Menurut Sari, BGN sedang menyisir seluruh shopping nan dilakukan pada tahun anggaran 2025 untuk memastikan faedah dan relevansinya terhadap penyelenggaraan Program Makan Bergizi Gratis (MBG).
“Secara umum, semua nan sudah dikeluarkan di tahun 2025 sudah kami sisir satu demi satu,” ujarnya.

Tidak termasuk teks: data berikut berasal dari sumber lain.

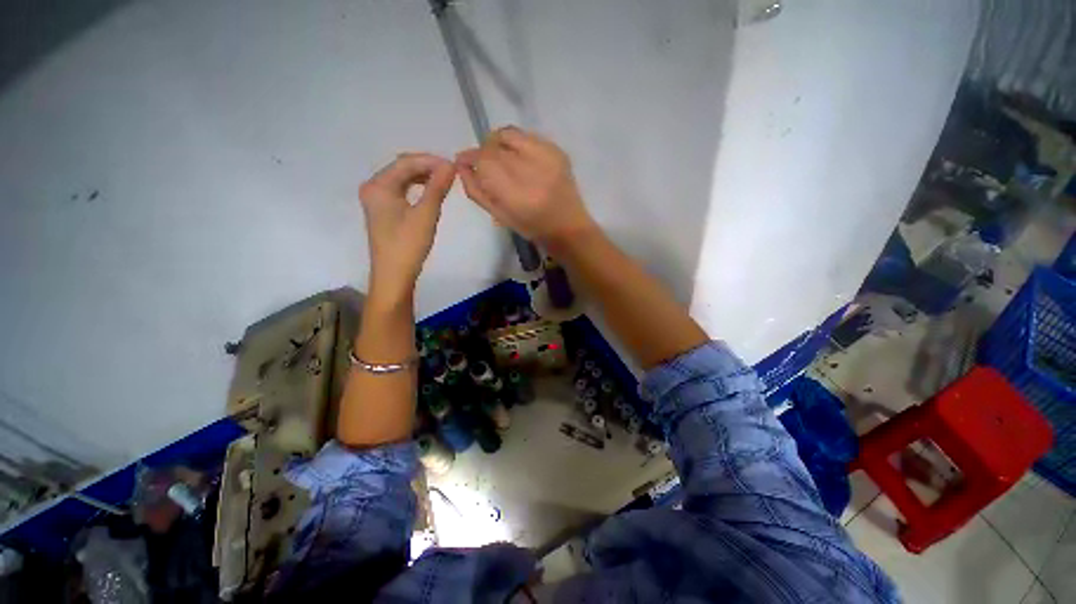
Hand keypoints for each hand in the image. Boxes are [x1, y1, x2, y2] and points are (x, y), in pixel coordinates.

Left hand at [359, 153, 454, 300]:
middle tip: (450, 173)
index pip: (406, 162)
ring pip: (402, 179)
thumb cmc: (408, 245)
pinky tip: (430, 192)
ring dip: (423, 177)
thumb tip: (450, 165)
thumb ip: (437, 188)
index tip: (454, 166)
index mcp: (378, 185)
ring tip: (444, 181)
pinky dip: (417, 188)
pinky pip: (401, 190)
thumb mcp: (426, 215)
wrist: (394, 275)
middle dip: (427, 167)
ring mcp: (377, 199)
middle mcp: (373, 187)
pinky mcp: (383, 210)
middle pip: (402, 168)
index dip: (431, 161)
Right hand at [455, 126, 595, 245]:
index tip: (464, 163)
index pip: (484, 161)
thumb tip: (461, 165)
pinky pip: (526, 136)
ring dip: (498, 143)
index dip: (470, 158)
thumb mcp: (500, 216)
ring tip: (501, 160)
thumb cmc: (532, 228)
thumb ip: (477, 190)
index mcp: (517, 194)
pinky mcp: (557, 150)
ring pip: (509, 133)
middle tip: (484, 165)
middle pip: (494, 145)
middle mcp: (532, 169)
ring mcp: (547, 156)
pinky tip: (519, 159)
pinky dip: (515, 143)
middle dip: (483, 152)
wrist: (569, 226)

Sementara itu, Kejaksaan Agung (Kejagung) menyegel sekitar 17.600 motor listrik pengadaan Badan Gizi Nasional (BGN) nan tersimpan di penyimpanan area Sentul dan Cikarang. Langkah tersebut dilakukan di tengah investigasi dugaan korupsi pengadaan motor listrik untuk Program Makan Bergizi Gratis (MBG).
Direktur Penyidikan Jampidsus Kejagung Syarief Sulaeman Nahdi mengatakan, motor-motor tersebut saat ini tetap berada di penyimpanan penyedia dan belum disalurkan kepada mitra BGN.
“Ya, kurang lebih 17.600 (motor),” kata Direktur Penyidikan Jampidsus Kejaksaan Agung, Syarief Sulaeman Nahdi di Gedung Pidana Khusus Kejagung, Kamis (18/6).
“Yang sudah disegel di wilayah Sentul (dan) Cikarang,” sambungnya.